Barrister Ian Kennerley, is a founding partner of Silk Family Law - ranked as a leading North East largest specialist family law practice by legal bibles Chambers UK and Legal 500.
The latest edition of Chambers UK describes Silk Family Law as “worthy of national recognition”, whilst commending Ian for his “notable expertise in high-value separations”.
The legal guide notes that the firm is “increasingly active handling significant prenuptial and postnuptial agreements”. Ian Kennerley looks at the reasons why such agreements are fast gaining traction in England and Wales.
In the six years since I founded Silk with former Bond Dickinson solicitors Kim Fellowes and Margaret Simpson, I have seen a year on year increase in enquiries about nuptial agreements. Sometimes the initial enquiry will come from an engaged couple, but it may be a parent who is looking to protect a family business, farm or land if their son or daughter divorces in the future.
ONS statistics show that 42% of marriages end in divorce with a third of couples not making it to their 20th wedding anniversary. It may seem unromantic, but having an open and considered discussion about future division of assets before tying the knot may prevent additional heartbreak in the future should things not work out as hoped.
A prenuptial agreement is a legal arrangement made between two people before their marriage, setting out how the couple wish their assets to be divided between them if they later separate or divorce. Some agreements also detail how the couple will arrange their finances during the marriage. A postnuptial agreement is a similar arrangement drawn up after a couple has married, or entered into a civil partnership.
In family businesses, including farms, parents are often advised as part of their overall tax and inheritance planning to transfer assets to the next generation in an effort to reduce their exposure to inheritance tax. This advice may well be sound, but parents may be reluctant to make the transfer in case the younger couple’s marriage ends. Understandably they fear that assets, or a business, built up over many generation will be divided up and lost from the family.
A “prenup” gives parents peace of mind – allowing them to make gifts, confident in the knowledge that they will remain in the family, even if the newly weds separate in years to come.
Pre and postnuptial agreements can be helpful in the case of a second marriage particularly if there are children from a first marriage.

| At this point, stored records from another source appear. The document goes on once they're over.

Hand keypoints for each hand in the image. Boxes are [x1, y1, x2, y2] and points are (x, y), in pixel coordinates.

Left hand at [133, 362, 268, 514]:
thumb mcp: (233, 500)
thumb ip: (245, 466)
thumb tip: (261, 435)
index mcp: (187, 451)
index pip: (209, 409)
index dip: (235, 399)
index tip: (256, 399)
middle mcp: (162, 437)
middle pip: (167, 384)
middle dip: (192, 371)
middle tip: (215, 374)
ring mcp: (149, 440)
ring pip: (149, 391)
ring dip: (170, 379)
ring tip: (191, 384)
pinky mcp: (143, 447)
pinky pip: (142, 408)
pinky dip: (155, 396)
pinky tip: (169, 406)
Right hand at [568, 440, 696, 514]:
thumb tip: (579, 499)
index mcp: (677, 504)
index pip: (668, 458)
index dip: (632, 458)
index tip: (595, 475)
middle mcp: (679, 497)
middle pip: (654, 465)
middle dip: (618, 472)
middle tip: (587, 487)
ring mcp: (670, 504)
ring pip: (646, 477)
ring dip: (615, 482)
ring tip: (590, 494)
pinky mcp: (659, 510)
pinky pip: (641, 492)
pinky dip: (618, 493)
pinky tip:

They can ensure that the children are provided for, as their parent would wish, in the event of a subsequent divorce.
Arguments about money are a major cause of bitterness, anxiety and cost arising from the breakdown of many marriages. A well thought out nuptial agreement dealing with finances, housing and other assets might help to prevent this.
Although such agreements cannot override a court’s discretion to decide how to distribute assets on divorce, a properly prepared agreement, entered into by both parties of their own free will, is likely to be considered favourably by a judge in the event that a couple divorce. A robust agreement should contain full information relating to the assets involved, their value and an understanding of the effect of the agreement in order to withstand scrutiny in a divorce court.
Crucially, the agreements must be freely entered into. Each person must have a full appreciation of the implications of its terms and it must be deemed fair to hold them to their agreement. A “prenup” drawn up close to the wedding day smacks of unseemly haste and possibly coercion, and may be disregarded by a judge.
A well drawn-up nuptial agreement, backed by sound legal advice, can form an important part of asset protection for anyone seeking to regulate their own affairs and to protect, business, land and assets for future generations.